(KCPW News) Local thrift and consignment stores are worried about the enforcement of a new regulation that prohibits the sale of children's products that contain lead or chemicals called phthalates, which are used in soft plastics. KCPW's Faroe Robinson reports.
Sloan says she's going to Washington D.C. for a rally on April first, which she hopes will cause the committee to schedule another hearing for the bill.
The 2008 Consumer Product Safety Improvement Act passed by Congress in August prohibits lead or phthalates in children's products and also requires stores that sell children's products to be certified and test their inventory for toxins. It was passed in the wake of several recalls of children's toys made in China.
Stores can be held liable if they sell products that contain toxins as of last month, though the Consumer Product Safety Commission pushed back the testing requirement until February 2010.

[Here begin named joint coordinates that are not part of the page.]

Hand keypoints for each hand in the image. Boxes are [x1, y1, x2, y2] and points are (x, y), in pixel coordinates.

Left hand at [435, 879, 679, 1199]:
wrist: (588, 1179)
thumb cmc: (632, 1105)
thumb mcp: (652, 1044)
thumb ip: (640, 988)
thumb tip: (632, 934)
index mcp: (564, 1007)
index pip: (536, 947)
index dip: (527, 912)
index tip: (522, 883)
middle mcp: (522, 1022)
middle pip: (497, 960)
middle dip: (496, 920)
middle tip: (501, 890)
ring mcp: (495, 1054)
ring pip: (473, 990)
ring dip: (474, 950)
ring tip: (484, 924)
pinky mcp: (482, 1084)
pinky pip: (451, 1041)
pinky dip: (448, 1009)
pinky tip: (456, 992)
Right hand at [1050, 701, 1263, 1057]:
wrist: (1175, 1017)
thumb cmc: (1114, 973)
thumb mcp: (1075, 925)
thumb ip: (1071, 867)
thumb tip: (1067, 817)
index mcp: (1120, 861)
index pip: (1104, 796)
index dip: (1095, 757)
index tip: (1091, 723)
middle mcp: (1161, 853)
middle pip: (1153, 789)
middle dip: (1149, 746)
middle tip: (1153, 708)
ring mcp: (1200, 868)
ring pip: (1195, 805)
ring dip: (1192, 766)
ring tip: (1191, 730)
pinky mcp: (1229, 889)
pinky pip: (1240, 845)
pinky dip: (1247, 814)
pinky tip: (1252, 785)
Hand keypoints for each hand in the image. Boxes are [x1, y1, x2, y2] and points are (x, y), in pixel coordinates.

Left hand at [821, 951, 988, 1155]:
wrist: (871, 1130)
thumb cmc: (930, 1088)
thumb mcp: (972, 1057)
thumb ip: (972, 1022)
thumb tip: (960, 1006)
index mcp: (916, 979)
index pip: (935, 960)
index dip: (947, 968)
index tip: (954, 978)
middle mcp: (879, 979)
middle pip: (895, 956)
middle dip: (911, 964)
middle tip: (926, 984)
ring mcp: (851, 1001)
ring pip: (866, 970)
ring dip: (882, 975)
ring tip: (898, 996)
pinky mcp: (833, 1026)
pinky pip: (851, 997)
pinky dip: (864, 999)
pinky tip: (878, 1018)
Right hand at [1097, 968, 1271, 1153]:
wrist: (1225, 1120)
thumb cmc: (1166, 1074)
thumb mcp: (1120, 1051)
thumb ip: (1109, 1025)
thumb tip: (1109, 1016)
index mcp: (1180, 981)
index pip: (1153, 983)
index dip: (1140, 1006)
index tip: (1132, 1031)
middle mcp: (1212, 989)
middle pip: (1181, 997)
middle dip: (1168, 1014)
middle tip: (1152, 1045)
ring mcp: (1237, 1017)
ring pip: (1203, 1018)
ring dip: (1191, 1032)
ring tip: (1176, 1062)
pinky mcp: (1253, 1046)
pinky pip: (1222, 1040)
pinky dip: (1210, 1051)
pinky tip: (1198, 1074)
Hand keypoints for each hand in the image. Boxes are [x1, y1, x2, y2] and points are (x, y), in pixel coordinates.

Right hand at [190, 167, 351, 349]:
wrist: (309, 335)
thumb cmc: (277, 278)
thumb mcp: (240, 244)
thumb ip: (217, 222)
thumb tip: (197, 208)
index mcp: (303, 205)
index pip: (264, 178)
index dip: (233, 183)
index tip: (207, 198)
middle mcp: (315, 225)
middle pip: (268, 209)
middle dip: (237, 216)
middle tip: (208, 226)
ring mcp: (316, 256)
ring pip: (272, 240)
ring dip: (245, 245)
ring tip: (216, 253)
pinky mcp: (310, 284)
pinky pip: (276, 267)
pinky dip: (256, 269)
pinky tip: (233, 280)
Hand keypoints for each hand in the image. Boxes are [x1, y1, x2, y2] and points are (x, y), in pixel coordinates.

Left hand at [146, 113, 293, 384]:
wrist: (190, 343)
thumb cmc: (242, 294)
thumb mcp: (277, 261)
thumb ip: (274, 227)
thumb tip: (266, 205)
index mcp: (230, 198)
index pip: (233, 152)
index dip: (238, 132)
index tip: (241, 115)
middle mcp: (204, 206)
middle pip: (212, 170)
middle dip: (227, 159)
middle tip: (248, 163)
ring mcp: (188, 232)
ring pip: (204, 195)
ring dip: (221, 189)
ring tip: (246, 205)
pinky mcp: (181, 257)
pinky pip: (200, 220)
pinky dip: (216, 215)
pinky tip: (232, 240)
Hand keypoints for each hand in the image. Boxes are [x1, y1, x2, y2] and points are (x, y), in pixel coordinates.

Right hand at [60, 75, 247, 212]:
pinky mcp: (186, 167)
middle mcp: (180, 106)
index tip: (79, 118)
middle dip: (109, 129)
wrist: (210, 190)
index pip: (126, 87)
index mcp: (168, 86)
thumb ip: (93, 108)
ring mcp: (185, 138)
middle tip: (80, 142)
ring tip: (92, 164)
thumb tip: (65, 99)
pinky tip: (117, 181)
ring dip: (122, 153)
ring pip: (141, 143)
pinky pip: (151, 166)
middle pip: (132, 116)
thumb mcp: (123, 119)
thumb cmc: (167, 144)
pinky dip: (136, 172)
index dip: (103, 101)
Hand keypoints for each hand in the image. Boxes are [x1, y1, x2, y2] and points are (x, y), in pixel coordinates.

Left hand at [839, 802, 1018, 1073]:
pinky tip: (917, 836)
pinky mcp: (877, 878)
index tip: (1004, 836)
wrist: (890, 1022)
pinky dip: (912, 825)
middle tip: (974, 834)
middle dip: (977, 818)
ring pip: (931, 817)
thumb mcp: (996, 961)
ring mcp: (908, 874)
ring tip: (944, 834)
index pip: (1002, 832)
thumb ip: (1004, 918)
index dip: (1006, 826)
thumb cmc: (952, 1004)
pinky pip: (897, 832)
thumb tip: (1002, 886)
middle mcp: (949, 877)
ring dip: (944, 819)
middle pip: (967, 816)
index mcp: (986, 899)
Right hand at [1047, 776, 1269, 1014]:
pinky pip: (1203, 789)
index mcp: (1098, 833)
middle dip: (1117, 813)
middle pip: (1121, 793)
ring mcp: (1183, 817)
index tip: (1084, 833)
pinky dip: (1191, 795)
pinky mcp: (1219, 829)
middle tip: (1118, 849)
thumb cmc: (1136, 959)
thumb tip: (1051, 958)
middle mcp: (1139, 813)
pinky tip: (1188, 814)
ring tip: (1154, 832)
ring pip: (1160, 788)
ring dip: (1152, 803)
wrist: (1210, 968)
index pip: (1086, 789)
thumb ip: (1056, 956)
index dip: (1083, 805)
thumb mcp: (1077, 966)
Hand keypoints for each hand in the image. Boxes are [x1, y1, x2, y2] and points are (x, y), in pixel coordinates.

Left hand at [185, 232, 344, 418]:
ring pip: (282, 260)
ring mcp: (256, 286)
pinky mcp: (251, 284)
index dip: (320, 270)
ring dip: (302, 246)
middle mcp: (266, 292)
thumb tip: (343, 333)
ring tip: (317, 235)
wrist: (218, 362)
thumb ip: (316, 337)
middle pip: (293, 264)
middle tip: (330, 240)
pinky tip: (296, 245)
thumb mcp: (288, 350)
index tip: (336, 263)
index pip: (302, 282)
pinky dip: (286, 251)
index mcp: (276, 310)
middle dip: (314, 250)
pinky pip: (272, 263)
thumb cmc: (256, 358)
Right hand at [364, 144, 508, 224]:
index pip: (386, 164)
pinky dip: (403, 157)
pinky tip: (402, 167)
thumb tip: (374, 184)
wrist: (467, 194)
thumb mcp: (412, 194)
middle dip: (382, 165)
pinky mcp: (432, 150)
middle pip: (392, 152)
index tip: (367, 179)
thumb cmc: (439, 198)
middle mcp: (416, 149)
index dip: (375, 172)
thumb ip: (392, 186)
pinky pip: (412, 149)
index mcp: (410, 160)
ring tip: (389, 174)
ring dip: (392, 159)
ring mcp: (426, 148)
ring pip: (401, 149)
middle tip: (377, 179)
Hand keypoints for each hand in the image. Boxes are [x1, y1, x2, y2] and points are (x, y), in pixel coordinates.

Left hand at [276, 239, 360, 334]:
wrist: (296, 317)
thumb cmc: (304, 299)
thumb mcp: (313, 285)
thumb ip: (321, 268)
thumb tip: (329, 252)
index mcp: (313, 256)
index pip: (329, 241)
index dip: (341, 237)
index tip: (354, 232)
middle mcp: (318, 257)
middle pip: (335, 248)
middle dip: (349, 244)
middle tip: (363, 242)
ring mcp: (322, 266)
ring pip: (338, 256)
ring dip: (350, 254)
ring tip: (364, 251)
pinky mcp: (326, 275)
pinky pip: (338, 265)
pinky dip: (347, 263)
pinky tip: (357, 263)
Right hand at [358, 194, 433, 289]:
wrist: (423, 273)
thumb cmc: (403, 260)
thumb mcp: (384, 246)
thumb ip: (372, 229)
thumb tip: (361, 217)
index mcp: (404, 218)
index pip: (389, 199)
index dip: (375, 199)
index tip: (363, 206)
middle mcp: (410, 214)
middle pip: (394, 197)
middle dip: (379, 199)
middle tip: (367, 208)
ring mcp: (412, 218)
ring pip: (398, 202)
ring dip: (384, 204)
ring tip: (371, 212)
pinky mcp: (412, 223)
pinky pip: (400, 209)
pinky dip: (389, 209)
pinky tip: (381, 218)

Second hand stores and charities that re-sell children's goods are exempt from having to test them, but can still be held civilly or even criminally liable for selling products with lead or pthalates, so the commission urges them not to sell anything that is likely to contain lead.
Shauna Sloan, Founder of Kid to Kid, a reseller of children's products that has 80 franchises worldwide, says these regulations put second-hand stores in a tough position.
"I'm not selling anything in my store that I know contains lead, anything that has come out on a recall list, or where we have been told this product has lead, but if we were to eliminate every single children's item that has snaps or zippers, or anything like that, there would be precious little left that we could sell."
She says it can cost $100 to test one item for toxins, and feels the law shouldn't apply to products retroactively. Kid to Kid shopper and mother Abby Don agrees children need to be protected, but second-hand stores shouldn't be held liable.
"A lot of people don't even think about it, don't even know, and so if there is something harmful in it of course they should be more strict, they should be as strict as they possibly can. But I think for places like this, and second hand toys and things that have been bought once and are being re-sold, I don't think that the store owners should be responsible for that, because its something that is already out in circulation."
Another parent and Kid to Kid shopper Kate Stoker says there also needs to be an element of parental responsibility. She says there are inexpensive products out there for parents to buy to test their children's toys, and most parents know they have to be careful when buying older toys and products.
"You aren't paying for the quality necessarily, you are paying for the toy, to help, you know, save a buck and a dime, so therefore you are trying to help save, but you can't necessarily be depending on them to check every single toy, because some of these toys are 15, 20 years old."
Sloan says the law is also too broad. She says products that are very unlikely to be chewed are being regulated, like bicycle tire valves, zippers, and even the engines of a children's four-wheeler. She says lead poisoning has dropped dramatically in the last 30 years, and feels the biggest treat to children is lead paint in older homes, not toys. Sloan adds that unless it's reasonable to assume that a child could chew a product and give them a measurable increase in lead levels, the government shouldn't regulate it.
"Lead in clothes and books and those things is not really a real danger to your child. It sounds frightening, but so does the boogy man. And I feel like this is a boogy man law that we are trying to make a law to protect our children from the boogy man when its really not a real danger to them."
Sloan says the impact of the legislation wasn't evaluated, and legislators may not have looked closely at the bill, but passed it because it protects children. She says Senators Bob Bennett and Orrin Hatch have both requested a hearing with the US Senate Committee on Commerce, Science and Transportation, which originally passed out the bill, but have received no response.
Sloan has also contacted Representative Jim Matheson, who helped draft the bill, but she says he blames the Consumer Product Safety Commission for not interpreting the law correctly, and that he won't request a hearing. Sloan says it's the law itself that needs to be fixed, not the interpretation.
"The reality is the CPSC has its hands tied by what the law says. The bill says it can't have any lead, you know, plain and simple, any children's product intended for a child under the age of 12 can't have any lead in it. Period. What are they, how are they suppose to interpret that?"
Sloan adds that the commission already interpreted the law to mean that phthalate regulation should be enforced retroactively, but then a federal judge changed it, three days before the law went into effect. She says this caused one of the bigger children's stores, Gymboree to pull $1.5 million dollars of merchandise off its shelves.
A spokesperson for Matheson says he has sent a letter to the commission, and feels the commission has time to re-evaluate the law's impacts before the testing requirements go into effect in 2010.